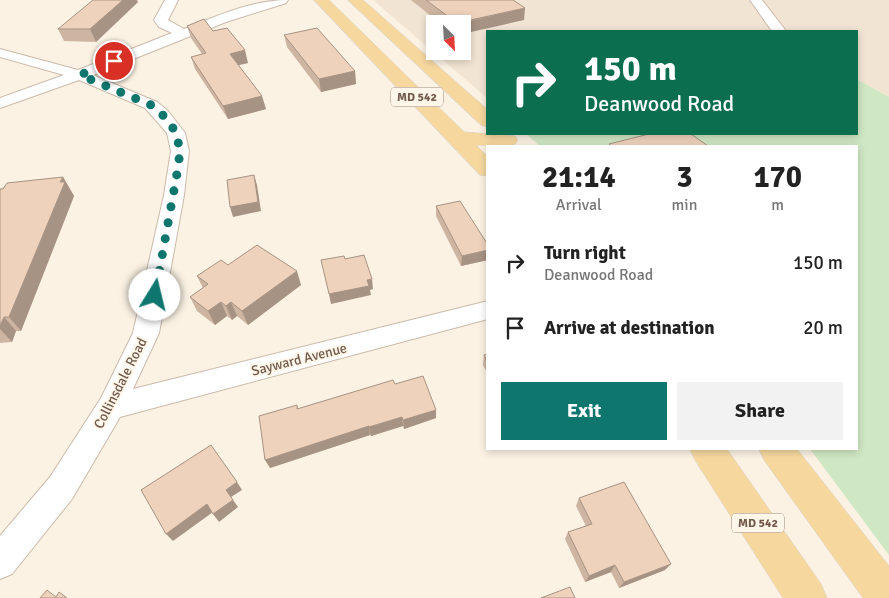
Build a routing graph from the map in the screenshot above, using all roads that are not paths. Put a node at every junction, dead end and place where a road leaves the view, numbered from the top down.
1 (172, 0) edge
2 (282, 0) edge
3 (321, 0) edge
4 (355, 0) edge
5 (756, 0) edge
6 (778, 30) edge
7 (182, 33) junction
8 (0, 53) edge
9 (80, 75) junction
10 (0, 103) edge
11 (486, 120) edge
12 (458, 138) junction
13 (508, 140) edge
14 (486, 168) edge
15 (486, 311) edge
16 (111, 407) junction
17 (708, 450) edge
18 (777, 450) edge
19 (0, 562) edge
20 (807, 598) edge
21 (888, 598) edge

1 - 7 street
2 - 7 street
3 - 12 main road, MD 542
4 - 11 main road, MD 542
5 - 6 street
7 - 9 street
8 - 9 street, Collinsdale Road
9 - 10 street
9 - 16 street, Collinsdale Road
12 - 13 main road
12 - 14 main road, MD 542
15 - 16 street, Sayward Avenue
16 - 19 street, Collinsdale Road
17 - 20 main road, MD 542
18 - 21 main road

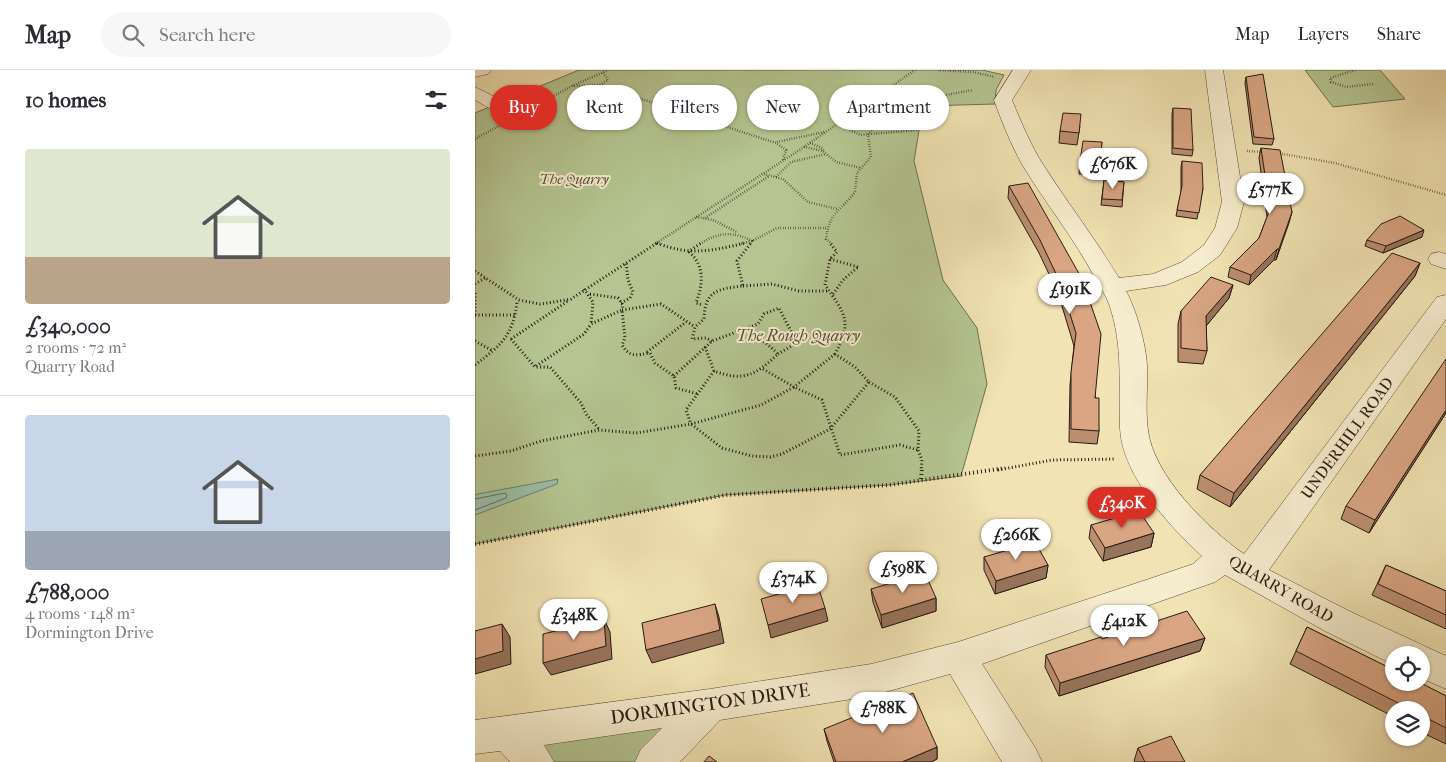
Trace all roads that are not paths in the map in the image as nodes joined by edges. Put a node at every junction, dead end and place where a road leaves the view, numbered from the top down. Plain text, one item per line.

- - - - -

- [What needs to be done] Go through the data above and transcribe it in full, omitting any image.

- [Answer to this task]
Build a routing graph from the map in the screenshot above, using all roads that are not paths. Put a node at every junction, dead end and place where a road leaves the view, numbered from the top down.
1 (172, 0) edge
2 (282, 0) edge
3 (321, 0) edge
4 (355, 0) edge
5 (756, 0) edge
6 (778, 30) edge
7 (182, 33) junction
8 (0, 53) edge
9 (80, 75) junction
10 (0, 103) edge
11 (486, 120) edge
12 (458, 138) junction
13 (508, 140) edge
14 (486, 168) edge
15 (486, 311) edge
16 (111, 407) junction
17 (708, 450) edge
18 (777, 450) edge
19 (0, 562) edge
20 (807, 598) edge
21 (888, 598) edge

1 - 7 street
2 - 7 street
3 - 12 main road, MD 542
4 - 11 main road, MD 542
5 - 6 street
7 - 9 street
8 - 9 street, Collinsdale Road
9 - 10 street
9 - 16 street, Collinsdale Road
12 - 13 main road
12 - 14 main road, MD 542
15 - 16 street, Sayward Avenue
16 - 19 street, Collinsdale Road
17 - 20 main road, MD 542
18 - 21 main road

Trace all roads that are not paths in the map in the image as nodes joined by edges. Put a node at every junction, dead end and place where a road leaves the view, numbered from the top down. Plain text, one item per line.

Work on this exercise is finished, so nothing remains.